>>>>
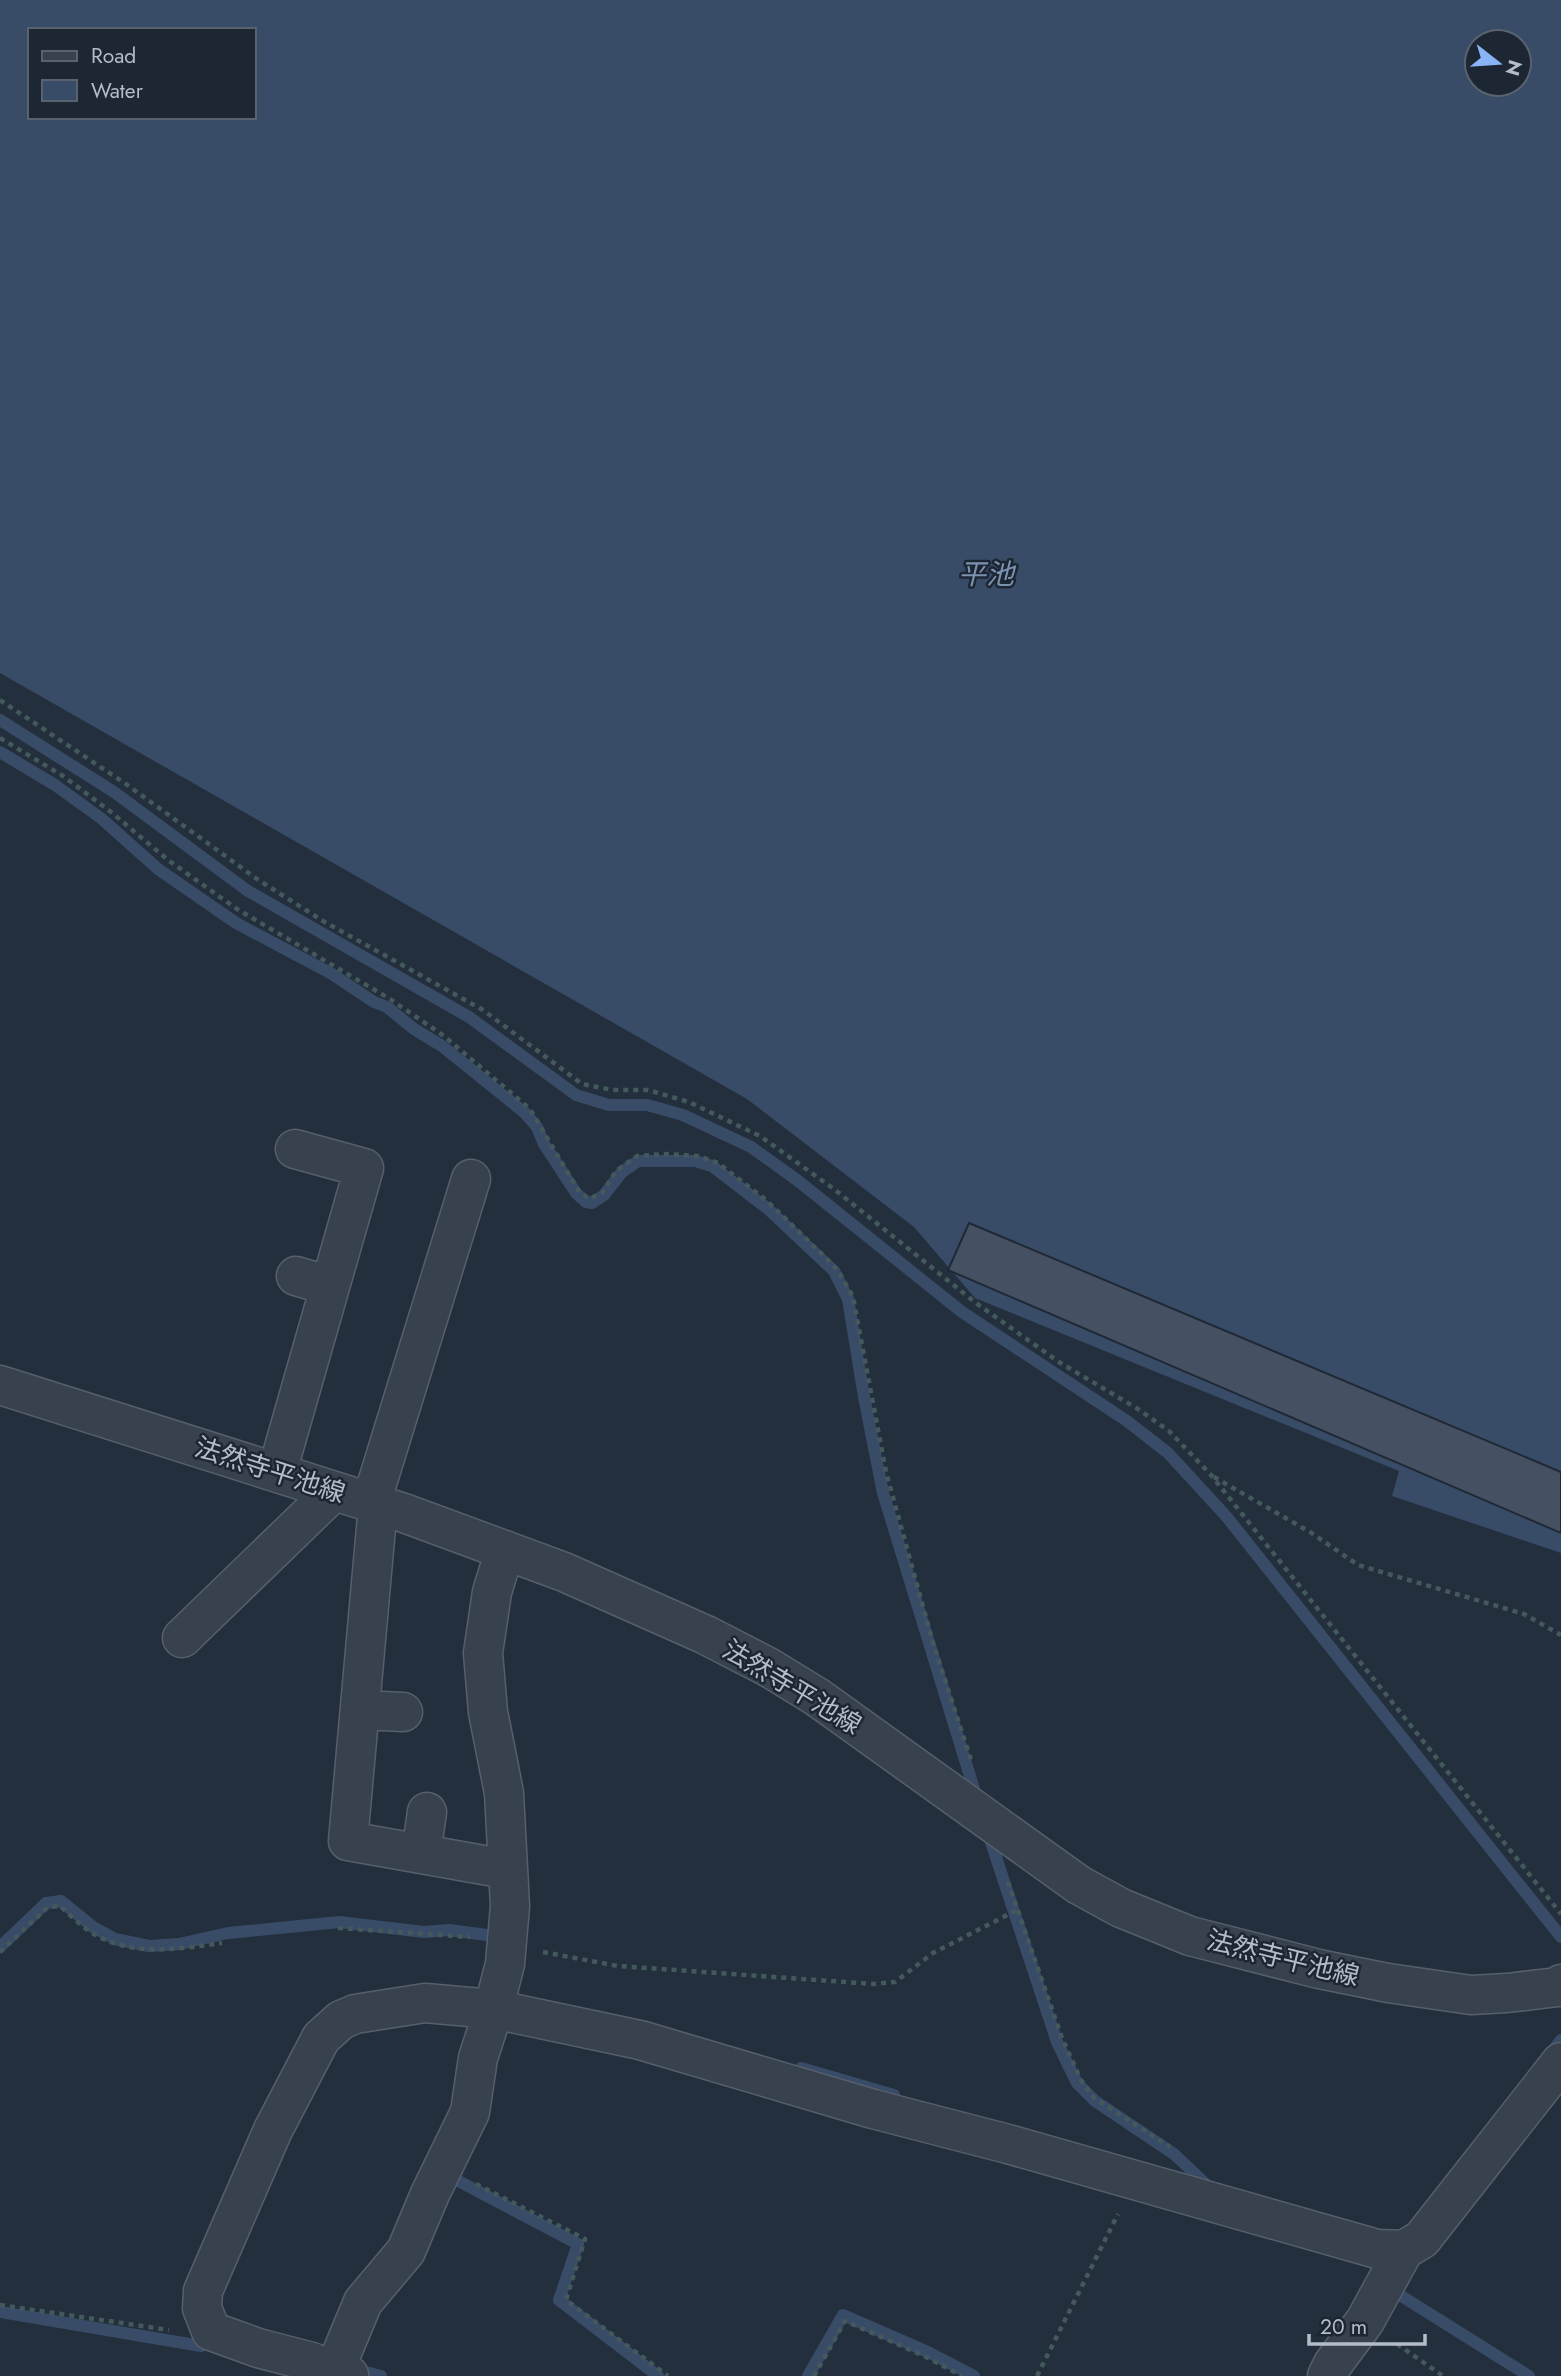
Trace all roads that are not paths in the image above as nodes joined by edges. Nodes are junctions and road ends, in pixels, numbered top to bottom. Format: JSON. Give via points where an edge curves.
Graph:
{"nodes":[{"id":1,"x":295,"y":1149,"type":"dead end"},
{"id":2,"x":471,"y":1179,"type":"dead end"},
{"id":3,"x":0,"y":1385,"type":"edge"},
{"id":4,"x":277,"y":1472,"type":"junction"},
{"id":5,"x":334,"y":1491,"type":"junction"},
{"id":6,"x":374,"y":1504,"type":"junction"},
{"id":7,"x":505,"y":1550,"type":"junction"},
{"id":8,"x":182,"y":1638,"type":"dead end"},
{"id":9,"x":359,"y":1710,"type":"junction"},
{"id":10,"x":403,"y":1712,"type":"dead end"},
{"id":11,"x":427,"y":1812,"type":"dead end"},
{"id":12,"x":421,"y":1854,"type":"junction"},
{"id":13,"x":506,"y":1868,"type":"junction"},
{"id":14,"x":1560,"y":1987,"type":"edge"},
{"id":15,"x":493,"y":2009,"type":"junction"},
{"id":16,"x":1561,"y":2062,"type":"edge"},
{"id":17,"x":1404,"y":2250,"type":"junction"},
{"id":18,"x":333,"y":2374,"type":"edge"},
{"id":19,"x":1327,"y":2376,"type":"edge"}],
"edges":[{"from":1,"to":4,"type":"street","via":[[364,1168],[313,1281]]},
{"from":2,"to":6,"type":"street"},
{"from":3,"to":4,"type":"street","name":"法然寺平池線"},
{"from":4,"to":5,"type":"street","name":"法然寺平池線"},
{"from":5,"to":6,"type":"street","name":"法然寺平池線"},
{"from":5,"to":8,"type":"street"},
{"from":6,"to":7,"type":"street","name":"法然寺平池線"},
{"from":6,"to":9,"type":"street"},
{"from":7,"to":13,"type":"street","via":[[492,1592],[483,1653],[488,1712],[504,1793]]},
{"from":7,"to":14,"type":"street","name":"法然寺平池線","via":[[631,1601],[768,1667],[817,1696],[1079,1885],[1121,1908],[1190,1936],[1319,1969],[1471,1995]]},
{"from":9,"to":10,"type":"street"},
{"from":9,"to":12,"type":"street","via":[[348,1841]]},
{"from":11,"to":12,"type":"street"},
{"from":12,"to":13,"type":"street"},
{"from":13,"to":15,"type":"street","via":[[505,1964]]},
{"from":15,"to":17,"type":"street","via":[[640,2040],[1377,2249]]},
{"from":15,"to":18,"type":"street","via":[[478,2058],[470,2112],[406,2251],[363,2302]]},
{"from":15,"to":18,"type":"street","via":[[425,2003],[341,2020],[321,2038],[273,2130],[203,2291],[202,2308],[211,2331],[312,2362]]},
{"from":16,"to":17,"type":"street","via":[[1422,2239]]},
{"from":17,"to":19,"type":"street"}]}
<<<<
The lines to return are those in the records above that hold the word "nodes".

Trace all roads that are not paths in the image above as nodes joined by edges. Nodes are junctions and road ends, in pixels, numbered top to bottom. Format: JSON. Give via points where an edge curves.
{"nodes":[{"id":1,"x":295,"y":1149,"type":"dead end"},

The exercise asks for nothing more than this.